To describe the spatial distribution of points in space, it is essential to consider the various factors that may influence the point pattern:

First-order properties refer to characteristics of the point process that are determined by external variables. In this context, the presence or location of other points does not influence the pattern. Instead, the spatial variation is explained entirely by these external factors.

The interaction between two arbitrary points is measured by second-order properties, which reflect the tendency of the events to appear clustered (points tend to be close together), independently (the Poisson process) or regularly spaced (points tend to avoid each other).

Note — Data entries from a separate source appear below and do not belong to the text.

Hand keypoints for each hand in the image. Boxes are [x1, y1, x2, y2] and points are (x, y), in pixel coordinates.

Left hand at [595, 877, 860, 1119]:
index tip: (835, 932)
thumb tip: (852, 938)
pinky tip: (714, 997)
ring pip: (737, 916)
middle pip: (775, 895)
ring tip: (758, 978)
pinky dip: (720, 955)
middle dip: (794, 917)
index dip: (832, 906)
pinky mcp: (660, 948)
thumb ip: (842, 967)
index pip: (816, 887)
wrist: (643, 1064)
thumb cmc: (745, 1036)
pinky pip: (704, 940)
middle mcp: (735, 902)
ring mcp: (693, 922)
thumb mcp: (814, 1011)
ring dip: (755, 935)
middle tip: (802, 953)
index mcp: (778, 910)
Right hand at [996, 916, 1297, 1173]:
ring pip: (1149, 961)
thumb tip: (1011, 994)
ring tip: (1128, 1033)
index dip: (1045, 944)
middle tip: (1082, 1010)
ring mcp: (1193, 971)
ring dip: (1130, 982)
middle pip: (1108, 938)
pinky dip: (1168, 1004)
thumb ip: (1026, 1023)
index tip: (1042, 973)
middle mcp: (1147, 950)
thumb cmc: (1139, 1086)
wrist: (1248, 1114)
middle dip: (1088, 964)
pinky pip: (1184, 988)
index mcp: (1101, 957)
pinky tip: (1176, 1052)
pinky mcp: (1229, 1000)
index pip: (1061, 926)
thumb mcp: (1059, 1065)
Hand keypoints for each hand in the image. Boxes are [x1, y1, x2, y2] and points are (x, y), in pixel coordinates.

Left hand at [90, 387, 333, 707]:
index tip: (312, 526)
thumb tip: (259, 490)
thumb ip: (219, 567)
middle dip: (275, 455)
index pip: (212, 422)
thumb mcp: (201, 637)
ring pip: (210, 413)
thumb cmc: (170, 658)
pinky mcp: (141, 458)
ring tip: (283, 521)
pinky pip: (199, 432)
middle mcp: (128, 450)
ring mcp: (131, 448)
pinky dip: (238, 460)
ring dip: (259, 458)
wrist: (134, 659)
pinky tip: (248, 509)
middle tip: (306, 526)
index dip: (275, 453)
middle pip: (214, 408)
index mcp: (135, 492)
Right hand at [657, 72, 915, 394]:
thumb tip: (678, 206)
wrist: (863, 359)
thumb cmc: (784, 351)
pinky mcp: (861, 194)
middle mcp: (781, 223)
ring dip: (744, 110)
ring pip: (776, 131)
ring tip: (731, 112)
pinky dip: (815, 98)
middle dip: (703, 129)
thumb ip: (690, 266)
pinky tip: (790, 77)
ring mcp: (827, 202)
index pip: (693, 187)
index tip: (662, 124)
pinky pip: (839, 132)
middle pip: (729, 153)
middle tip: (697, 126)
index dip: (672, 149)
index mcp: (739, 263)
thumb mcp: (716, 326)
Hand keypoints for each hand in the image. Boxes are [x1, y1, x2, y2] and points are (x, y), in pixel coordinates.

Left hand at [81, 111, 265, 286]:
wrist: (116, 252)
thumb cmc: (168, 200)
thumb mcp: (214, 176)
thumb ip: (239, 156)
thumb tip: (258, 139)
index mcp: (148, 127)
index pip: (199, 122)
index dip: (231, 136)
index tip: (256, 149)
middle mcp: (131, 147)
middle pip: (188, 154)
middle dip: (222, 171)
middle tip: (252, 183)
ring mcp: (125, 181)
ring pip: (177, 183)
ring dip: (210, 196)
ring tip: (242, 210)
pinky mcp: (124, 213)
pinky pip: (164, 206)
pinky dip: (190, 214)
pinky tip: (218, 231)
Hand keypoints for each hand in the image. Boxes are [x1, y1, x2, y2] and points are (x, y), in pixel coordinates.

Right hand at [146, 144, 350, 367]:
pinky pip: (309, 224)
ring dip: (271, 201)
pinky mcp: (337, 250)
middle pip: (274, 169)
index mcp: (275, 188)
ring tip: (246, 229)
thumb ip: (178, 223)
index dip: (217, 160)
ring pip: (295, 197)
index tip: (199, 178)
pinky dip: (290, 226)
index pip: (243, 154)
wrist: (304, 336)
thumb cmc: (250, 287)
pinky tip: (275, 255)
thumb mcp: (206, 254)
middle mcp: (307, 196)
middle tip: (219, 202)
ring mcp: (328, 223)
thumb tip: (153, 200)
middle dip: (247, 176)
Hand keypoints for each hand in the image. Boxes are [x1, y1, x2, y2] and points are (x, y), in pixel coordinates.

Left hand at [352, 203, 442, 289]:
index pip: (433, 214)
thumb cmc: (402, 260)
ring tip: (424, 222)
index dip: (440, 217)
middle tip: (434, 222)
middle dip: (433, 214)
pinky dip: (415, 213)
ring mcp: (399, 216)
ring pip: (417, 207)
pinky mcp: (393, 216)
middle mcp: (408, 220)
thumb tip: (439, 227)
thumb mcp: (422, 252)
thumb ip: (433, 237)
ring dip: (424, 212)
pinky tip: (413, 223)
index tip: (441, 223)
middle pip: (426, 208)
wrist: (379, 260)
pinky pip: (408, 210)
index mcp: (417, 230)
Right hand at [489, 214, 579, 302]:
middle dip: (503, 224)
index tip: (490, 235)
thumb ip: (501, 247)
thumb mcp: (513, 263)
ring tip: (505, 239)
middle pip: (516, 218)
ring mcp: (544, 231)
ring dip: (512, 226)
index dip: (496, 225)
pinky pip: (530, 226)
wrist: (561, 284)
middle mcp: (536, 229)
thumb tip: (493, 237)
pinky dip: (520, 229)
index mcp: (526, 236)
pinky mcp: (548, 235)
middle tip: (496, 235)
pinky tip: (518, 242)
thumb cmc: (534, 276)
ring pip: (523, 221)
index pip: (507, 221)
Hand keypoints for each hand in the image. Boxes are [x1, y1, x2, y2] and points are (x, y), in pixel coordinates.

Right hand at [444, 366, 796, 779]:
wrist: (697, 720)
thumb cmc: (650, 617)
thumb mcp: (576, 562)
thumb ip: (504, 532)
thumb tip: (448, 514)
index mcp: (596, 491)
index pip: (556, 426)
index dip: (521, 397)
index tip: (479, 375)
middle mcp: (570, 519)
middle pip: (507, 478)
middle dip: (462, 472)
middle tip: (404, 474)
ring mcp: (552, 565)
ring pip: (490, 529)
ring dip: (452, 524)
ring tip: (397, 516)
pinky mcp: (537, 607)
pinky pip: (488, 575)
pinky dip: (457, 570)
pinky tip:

Third-order properties describe phenomena in which the points are influenced by the overall structure or configuration of the point pattern (see Nakoinz, O. & Knitter, D. (2016)).

On this side, we deal with the second-order properties.

Table of contents
Chapter
Distance Methods for point patterns Pairwise distances
Pairwise vector differences
Nearest neighbor distances
Empty Space Distances
Functions Empty space function F
Nearest neighbour function G
Pairwise Distances and the K function
The L function
Other measures of point interaction The pair correlation function
The J-function
Conclusion The allstats() function

We start in this section by loading the required data sets and packages.

library(spatstat)
library(rasterVis)
load(url("https://userpage.fu-berlin.de/soga/data/r-data/ppp_data_berlin.RData"))
par(mar = c(0, 0, 2, 2), 
    mfrow = c(1, 3), 
    cex.main = 2)

plot(ppp_random, main = "independent")
plot(ppp_regular, main = "regular")
plot(ppp_locations, main = "clustered")


Distance methods for point patterns

Classical techniques for investigating inter-point interaction are distance methods, based on measuring the distances between points (Baddeley 2010):

These methods are available in the spatstat package using the functions pairdist(), nndist() and distmap() respectively.


Pairwise distances

par(mar = c(2, 2, 2, 2), mfrow = c(1, 3), oma = c(0, 0, 2, 0))
hist(pairdist(ppp_locations),
  freq = FALSE,
  breaks = nrow(pairdist(ppp_locations)),
  main = "independent",
  xlim = c(0, 40000)
)
hist(pairdist(ppp_regular),
  freq = FALSE,
  breaks = nrow(pairdist(ppp_regular)),
  main = "regular"
)
hist(pairdist(ppp_random),
  freq = FALSE, 
  breaks = nrow(pairdist(ppp_random)), 
  main = "clustered"
)
mtext("Pairwise Distances Histogram", outer = TRUE, cex = 1.5)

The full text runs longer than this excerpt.